おそらく隕鉄自体には含まれるニッケルなどの元素に由来していると考えられています。
隕鉄100%の刀剣(天鉄刀)が岐阜県のかかみがはら航空宇宙博物館にも展示されていますが、あちらはより白い模様の表れ方が顕著だと感じました。
ちなみに、隕鉄というと『ウィドマンシュテッテン構造』という独特の層構造が有名ですが隕鉄の刀で見られることは少ないように思います。隕鉄を酸処理することでこの構造は見ることができるようですが、鍛刀の過程に酸処理は不要ですし敢えて錆のリスクを冒す必要もないし…。
今度手持ちの隕鉄を酸処理してみようかな
右の玉鋼の刀は、美濃(現在の岐阜)で約360年前に作られた江戸時代の刀です。私物です。
緑色ふんわりラインで囲んでいる部分に粒状のものが観察できることと思います。
この大きい粒が『沸(にえ)』といいます。
大きい粒以外にも霧状のふんわりした細かいキラキラがあり、『匂(におい)』と呼ばれます。
これらが光にあたると反射してキラキラします。
沸や匂が連続して刃文や地鉄の模様を形成していきます。
玉鋼のみの刀でも白い細かい線や色味があると感じたかもしれませんが、実際に見比べてみると隕鉄の刀の模様とは雰囲気が全く違います。
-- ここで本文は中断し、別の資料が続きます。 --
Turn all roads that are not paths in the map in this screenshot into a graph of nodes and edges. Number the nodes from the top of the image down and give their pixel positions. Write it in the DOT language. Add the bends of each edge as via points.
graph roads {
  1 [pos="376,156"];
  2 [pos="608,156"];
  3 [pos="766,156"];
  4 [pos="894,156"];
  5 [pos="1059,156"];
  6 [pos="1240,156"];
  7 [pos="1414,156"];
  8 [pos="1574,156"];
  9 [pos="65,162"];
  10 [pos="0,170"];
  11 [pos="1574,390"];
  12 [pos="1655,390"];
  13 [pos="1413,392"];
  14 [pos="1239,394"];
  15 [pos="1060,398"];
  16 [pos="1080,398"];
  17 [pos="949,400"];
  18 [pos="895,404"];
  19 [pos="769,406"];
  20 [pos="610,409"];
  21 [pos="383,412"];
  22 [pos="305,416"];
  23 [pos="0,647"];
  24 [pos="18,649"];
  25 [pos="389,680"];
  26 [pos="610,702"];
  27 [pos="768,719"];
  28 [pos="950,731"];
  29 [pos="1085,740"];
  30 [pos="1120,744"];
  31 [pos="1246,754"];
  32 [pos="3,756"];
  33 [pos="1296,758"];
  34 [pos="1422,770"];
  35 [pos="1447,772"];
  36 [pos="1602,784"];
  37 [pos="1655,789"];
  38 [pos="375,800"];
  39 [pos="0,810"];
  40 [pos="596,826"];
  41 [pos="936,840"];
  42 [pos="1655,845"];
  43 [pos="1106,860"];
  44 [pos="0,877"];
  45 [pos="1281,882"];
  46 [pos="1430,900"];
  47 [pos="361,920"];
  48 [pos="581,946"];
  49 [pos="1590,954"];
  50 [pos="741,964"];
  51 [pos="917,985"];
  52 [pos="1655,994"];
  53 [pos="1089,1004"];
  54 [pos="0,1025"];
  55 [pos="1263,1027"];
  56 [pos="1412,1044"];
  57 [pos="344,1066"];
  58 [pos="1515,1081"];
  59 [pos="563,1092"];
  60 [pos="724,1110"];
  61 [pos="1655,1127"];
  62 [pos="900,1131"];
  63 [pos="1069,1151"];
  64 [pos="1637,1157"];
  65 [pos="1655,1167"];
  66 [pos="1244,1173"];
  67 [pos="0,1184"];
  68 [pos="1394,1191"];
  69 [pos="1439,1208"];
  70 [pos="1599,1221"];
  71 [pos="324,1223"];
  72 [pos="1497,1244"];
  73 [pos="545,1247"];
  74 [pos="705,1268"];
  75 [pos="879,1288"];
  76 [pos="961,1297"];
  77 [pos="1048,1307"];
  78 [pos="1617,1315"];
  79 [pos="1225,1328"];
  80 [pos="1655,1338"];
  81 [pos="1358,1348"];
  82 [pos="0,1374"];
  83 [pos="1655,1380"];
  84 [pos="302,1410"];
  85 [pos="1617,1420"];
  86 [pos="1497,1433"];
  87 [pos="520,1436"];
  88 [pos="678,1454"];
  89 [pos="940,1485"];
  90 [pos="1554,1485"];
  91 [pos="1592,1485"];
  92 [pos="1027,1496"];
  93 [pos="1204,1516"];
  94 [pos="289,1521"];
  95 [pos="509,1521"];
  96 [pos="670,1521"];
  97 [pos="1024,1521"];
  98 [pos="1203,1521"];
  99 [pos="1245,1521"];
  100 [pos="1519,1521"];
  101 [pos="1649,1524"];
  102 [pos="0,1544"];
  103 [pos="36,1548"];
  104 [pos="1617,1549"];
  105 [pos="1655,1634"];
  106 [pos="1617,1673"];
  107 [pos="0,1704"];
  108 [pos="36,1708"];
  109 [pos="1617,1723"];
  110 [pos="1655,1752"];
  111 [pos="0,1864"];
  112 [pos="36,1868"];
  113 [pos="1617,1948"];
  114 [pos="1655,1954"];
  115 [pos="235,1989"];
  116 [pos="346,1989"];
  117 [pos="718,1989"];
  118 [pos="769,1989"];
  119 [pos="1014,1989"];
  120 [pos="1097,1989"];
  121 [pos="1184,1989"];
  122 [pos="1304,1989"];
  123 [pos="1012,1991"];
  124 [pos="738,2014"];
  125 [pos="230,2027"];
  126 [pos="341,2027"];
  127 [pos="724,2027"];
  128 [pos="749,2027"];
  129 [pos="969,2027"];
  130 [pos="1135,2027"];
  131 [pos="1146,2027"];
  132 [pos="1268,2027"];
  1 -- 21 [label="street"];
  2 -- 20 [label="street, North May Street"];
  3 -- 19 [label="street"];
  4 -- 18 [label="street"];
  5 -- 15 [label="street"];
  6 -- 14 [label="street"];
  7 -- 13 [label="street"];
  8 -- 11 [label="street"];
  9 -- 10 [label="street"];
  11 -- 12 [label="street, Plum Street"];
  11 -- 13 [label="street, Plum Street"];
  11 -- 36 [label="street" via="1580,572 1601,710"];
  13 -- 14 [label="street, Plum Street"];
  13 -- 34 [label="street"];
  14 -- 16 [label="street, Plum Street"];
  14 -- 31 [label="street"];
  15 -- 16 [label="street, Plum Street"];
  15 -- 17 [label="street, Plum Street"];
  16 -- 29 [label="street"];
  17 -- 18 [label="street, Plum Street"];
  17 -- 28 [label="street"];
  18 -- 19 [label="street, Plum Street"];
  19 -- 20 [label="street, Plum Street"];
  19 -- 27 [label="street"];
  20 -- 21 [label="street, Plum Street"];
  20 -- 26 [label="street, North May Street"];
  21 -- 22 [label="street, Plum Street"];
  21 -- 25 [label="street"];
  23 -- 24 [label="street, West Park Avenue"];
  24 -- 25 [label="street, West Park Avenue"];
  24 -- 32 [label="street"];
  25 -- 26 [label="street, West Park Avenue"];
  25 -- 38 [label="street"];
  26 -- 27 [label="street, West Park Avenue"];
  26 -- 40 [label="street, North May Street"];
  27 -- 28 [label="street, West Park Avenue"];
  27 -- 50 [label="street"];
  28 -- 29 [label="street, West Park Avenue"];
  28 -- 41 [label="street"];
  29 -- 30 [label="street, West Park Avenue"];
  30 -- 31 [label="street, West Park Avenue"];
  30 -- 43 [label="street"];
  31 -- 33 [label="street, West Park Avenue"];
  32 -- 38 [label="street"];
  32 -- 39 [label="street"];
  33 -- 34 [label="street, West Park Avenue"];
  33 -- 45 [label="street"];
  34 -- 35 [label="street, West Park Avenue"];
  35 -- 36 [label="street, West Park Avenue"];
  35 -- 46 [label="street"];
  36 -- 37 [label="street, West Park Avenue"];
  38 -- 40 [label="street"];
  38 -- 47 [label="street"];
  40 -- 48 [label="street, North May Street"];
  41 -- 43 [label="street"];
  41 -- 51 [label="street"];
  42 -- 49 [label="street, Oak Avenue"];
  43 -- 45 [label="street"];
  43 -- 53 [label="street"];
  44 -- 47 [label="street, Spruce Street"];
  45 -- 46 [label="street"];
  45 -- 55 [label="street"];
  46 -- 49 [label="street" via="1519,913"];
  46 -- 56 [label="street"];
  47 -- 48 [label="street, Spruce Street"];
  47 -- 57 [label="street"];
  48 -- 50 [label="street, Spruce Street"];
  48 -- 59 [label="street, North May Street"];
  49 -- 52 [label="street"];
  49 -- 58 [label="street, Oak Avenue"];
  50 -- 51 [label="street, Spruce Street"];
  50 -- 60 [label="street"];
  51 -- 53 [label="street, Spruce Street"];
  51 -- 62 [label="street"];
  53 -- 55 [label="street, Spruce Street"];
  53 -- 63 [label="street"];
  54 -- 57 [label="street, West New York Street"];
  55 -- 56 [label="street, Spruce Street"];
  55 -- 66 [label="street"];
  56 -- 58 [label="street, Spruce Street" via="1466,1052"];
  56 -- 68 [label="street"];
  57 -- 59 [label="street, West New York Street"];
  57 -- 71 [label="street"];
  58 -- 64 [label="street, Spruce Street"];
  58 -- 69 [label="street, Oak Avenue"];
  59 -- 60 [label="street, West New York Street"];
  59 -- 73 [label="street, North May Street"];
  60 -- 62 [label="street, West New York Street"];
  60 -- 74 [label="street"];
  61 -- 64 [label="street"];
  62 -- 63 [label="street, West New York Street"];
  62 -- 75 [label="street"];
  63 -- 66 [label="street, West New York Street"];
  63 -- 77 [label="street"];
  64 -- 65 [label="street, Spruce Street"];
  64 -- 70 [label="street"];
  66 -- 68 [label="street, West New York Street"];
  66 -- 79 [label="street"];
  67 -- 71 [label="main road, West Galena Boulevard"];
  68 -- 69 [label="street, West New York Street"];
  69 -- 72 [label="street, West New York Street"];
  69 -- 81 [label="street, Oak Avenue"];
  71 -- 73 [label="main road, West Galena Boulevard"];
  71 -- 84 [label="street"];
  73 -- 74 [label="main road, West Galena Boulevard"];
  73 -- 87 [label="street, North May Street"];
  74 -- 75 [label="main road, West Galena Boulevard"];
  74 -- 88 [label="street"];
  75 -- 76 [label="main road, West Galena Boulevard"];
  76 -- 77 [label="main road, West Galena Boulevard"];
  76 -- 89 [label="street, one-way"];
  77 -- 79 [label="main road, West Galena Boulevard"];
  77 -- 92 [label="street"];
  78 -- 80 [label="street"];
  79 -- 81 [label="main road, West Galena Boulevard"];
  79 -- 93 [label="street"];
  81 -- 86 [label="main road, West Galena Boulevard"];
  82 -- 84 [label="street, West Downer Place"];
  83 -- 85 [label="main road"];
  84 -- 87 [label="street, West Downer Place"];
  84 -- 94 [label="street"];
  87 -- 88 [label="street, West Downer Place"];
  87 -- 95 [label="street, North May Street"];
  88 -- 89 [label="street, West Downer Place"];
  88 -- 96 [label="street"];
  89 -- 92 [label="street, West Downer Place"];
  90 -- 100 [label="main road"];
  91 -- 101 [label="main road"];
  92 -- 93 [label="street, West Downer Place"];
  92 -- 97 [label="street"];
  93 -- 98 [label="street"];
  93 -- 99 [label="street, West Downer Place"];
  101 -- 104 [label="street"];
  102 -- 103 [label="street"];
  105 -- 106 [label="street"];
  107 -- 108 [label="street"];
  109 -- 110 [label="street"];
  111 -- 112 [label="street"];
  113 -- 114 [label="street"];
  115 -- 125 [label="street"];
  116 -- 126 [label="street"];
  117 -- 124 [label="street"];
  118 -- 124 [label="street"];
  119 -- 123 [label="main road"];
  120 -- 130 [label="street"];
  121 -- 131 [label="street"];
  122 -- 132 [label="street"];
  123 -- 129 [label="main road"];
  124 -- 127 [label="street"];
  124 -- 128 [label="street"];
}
(余談かつ上級者向けですが、比較写真1枚目の右の写真は沸による『映り』も見えるので少し遠目に見てみてください。)
個人的な所感ですが、
隕鉄の日本刀は不純物たるニッケルなどの模様が強く出がち。
鉄の結晶のはたらきはあまり見られない。
ただ、そのぶん刀の表情や鍛錬の構造が見やすいし独特で面白い。
パッと見てわかるタイプの”わかりやすさ”があるから初めて刀を鑑賞する人にもいいと思う。玉鋼のみの日本刀は鉄の結晶の表現力の幅が無限大。
見どころが多い分、初心者だと目が慣れるまではどこをみたらいいかわかりにくいかもしれない。
目が慣れたら違いが一気に分かるようになってたのしい。
というような違いがあるように感じます。
実物や写真を見て、みなさんはどのように感じたでしょうか?
コメントなどで教えてくれるとうれしいです。
②-a (戦艦・三笠と三笠刀の歴史)
戦艦三笠。
明治35年にイギリスで竣工、明治36年12月に日本海軍の連合艦隊に編入され旗艦となった戦艦です。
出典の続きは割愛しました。